Ma tornando ai ceci…
Il soffritto, per me, è sempre un’esplosione maestosa, violenta negli odori che scaturiscono da sedano carote e cipolla quando gli stessi si tuffano nell’olio e si lasciano scaldare dal fuoco del fornello. Questo è quasi sempre l’inizio dei miei piatti, con piccole varianti a volte, ma soltanto leggerezze che sfumano in cucina. Poi, quando le verdure diventano come trasparenti, quando i colori, sebbene immutati diventano coriandoli di gioia olfattiva, il prosciutto crudo torna a far del tutto una scintilla odorosa: cambia il profumo che si spande e padroneggia, non più vassallo ma signore dell’aria e nell’aria intorno. Come spiegarlo scrivendo? Solo posso dire che per me quella è una particella della felicità che vivo e che assaporo nei cibi e con i cibi, nei giorni e con i giorni.
Quando è rosolato, si fa scuro, perde quelle vene bianche di dolcezza e si trasforma in striscioline di croccante buonumore. È proprio in quel momento che partecipa al ballo il rosmarino, l’arbusto re delle colline e della mia cucina: ne butto un rametto, intero, senza romperne gli aghi né spezzarlo perché già sarà il gioco della lentezza del fuoco che ne staccherà le parti e lo unirà al suo girotondo.

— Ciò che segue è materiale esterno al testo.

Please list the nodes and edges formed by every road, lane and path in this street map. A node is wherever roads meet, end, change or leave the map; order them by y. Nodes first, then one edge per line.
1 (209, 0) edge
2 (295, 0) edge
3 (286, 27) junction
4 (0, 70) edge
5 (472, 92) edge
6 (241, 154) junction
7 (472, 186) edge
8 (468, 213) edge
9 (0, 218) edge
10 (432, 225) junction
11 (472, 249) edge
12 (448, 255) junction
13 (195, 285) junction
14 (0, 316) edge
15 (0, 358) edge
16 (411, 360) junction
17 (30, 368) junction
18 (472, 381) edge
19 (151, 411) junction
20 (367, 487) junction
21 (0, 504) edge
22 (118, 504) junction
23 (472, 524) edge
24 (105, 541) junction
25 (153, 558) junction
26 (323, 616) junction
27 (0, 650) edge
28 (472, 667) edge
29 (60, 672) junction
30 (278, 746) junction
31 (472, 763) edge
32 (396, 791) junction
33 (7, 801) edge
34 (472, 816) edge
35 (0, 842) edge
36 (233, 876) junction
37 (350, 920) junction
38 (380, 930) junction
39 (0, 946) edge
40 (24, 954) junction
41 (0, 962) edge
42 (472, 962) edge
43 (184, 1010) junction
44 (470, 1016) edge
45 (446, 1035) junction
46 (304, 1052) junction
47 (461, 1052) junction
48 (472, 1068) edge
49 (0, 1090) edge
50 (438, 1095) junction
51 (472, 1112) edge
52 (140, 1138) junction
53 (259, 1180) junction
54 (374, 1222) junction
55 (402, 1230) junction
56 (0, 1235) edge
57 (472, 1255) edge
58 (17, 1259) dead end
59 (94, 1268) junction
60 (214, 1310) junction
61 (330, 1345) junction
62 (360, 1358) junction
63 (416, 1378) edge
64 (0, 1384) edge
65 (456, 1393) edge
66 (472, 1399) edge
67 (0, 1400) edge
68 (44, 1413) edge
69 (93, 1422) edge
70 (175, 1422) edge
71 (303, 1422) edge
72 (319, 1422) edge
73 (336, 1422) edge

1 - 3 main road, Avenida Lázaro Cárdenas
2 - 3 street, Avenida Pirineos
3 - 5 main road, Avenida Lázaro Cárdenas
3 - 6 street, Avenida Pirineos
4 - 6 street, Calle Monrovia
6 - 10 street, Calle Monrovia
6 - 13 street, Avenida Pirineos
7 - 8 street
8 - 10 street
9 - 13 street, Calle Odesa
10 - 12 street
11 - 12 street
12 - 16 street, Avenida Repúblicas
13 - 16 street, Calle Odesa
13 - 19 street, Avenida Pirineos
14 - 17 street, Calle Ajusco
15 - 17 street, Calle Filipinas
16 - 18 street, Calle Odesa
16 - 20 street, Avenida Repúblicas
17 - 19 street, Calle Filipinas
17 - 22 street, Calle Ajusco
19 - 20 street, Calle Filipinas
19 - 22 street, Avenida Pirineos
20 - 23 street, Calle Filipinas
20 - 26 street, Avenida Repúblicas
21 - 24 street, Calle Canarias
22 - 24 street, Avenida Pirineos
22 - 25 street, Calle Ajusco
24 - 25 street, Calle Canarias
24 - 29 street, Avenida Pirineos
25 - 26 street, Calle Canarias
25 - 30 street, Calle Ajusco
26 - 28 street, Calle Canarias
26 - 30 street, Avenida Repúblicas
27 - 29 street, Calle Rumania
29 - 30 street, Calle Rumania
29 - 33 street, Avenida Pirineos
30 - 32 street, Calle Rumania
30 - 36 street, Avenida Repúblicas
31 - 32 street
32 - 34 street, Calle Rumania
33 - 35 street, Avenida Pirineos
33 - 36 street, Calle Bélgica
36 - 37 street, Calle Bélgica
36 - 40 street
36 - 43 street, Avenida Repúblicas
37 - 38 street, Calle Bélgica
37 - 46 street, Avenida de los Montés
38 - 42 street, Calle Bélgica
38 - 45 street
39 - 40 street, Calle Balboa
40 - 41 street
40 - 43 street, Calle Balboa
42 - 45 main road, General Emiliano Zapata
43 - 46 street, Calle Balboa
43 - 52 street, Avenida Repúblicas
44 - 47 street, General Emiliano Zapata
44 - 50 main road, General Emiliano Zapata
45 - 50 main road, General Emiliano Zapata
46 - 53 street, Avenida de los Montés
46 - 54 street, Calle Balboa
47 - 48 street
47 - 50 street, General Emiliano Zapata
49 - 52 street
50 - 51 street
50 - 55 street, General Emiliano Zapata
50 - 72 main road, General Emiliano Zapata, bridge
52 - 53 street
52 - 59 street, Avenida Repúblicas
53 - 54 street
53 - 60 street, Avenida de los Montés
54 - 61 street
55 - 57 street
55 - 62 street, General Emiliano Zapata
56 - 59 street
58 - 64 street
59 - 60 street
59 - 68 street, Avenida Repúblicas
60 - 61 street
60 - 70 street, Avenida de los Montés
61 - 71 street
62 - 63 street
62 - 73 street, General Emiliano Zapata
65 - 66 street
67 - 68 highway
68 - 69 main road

Poi, per ultimi, i ceci: pietre giocose che saltano quando tutto ricomincia a bollire annegato nell’acqua che verso senza paura…e tutto si fonde e cuoce in un balletto che persegue e promuove la sua stessa musica, musica essenziale di battiti di vita, ricordata e riaccesa ogni volta.

Intanto si è alzato il vento, vento del nord che porterà, come nel film rivisto mille volte, Mary Poppins al suo daffare e me al mio, mentre sbatte sulle finestre e contro il cielo la sua rabbia atrofizzata nel lamento.
Saluti e baci...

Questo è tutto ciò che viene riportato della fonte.